**Material for this task**
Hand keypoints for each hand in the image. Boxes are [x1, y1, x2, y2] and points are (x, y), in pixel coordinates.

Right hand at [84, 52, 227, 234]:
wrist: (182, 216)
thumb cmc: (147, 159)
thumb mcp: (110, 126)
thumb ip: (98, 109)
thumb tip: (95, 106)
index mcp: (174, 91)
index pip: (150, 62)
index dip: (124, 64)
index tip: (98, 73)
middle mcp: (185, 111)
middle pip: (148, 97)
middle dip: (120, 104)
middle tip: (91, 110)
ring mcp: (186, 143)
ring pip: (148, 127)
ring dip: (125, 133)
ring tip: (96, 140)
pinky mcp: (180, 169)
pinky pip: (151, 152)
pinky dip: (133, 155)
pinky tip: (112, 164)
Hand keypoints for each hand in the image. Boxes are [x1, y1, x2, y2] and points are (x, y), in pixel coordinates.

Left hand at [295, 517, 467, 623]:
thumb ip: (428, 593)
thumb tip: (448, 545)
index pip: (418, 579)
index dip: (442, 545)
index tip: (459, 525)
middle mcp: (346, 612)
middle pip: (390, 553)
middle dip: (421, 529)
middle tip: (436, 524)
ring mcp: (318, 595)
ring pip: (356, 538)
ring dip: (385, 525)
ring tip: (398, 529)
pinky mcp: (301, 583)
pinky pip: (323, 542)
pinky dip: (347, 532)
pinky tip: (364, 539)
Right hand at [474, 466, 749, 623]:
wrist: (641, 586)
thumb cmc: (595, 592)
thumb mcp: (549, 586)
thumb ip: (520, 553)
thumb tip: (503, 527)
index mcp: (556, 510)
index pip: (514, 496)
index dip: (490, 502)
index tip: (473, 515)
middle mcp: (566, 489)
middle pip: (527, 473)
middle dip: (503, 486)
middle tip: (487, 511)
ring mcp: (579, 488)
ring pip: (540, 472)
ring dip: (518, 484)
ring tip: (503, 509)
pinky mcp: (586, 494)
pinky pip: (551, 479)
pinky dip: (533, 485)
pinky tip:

**Task description**
Show the data once more, exactly as it was written.

**Task solution**
Hand keypoints for each hand in the image. Boxes are [x1, y1, x2, y2] and points are (x, y), in pixel coordinates.

Right hand at [84, 52, 227, 234]:
wrist: (182, 216)
thumb cmc: (147, 159)
thumb mcp: (110, 126)
thumb ip: (98, 109)
thumb tip: (95, 106)
index mcp: (174, 91)
index pip: (150, 62)
index dip: (124, 64)
index tip: (98, 73)
middle mcp: (185, 111)
middle pip: (148, 97)
middle dip: (120, 104)
middle tip: (91, 110)
ring mcp: (186, 143)
ring pip: (148, 127)
ring dip: (125, 133)
ring tip: (96, 140)
pinky mcp: (180, 169)
pinky pip: (151, 152)
pinky dip: (133, 155)
pinky tip: (112, 164)
Hand keypoints for each hand in the image. Boxes are [x1, y1, x2, y2] and points are (x, y), in pixel coordinates.

Left hand at [295, 517, 467, 623]:
thumb ip: (428, 593)
thumb tip: (448, 545)
index pip: (418, 579)
index dip: (442, 545)
index tip: (459, 525)
middle mcp: (346, 612)
middle pip: (390, 553)
middle dip: (421, 529)
middle tip: (436, 524)
ring mcp: (318, 595)
ring pip: (356, 538)
ring dip: (385, 525)
ring tip: (398, 529)
pinky mcp: (301, 583)
pinky pip: (323, 542)
pinky dip: (347, 532)
pinky tip: (364, 539)
Right hand at [474, 466, 749, 623]:
wrist: (641, 586)
thumb cmc: (595, 592)
thumb mcp: (549, 586)
thumb ip: (520, 553)
thumb tip: (503, 527)
index mcp: (556, 510)
index pip: (514, 496)
index dip: (490, 502)
index tip: (473, 515)
middle mcp: (566, 489)
middle pip: (527, 473)
middle dip: (503, 486)
middle tip: (487, 511)
ring mcp: (579, 488)
ring pip: (540, 472)
ring dip: (518, 484)
ring tip: (503, 509)
pinky mcp: (586, 494)
pinky pip: (551, 479)
pinky dip: (533, 485)
pinky tip:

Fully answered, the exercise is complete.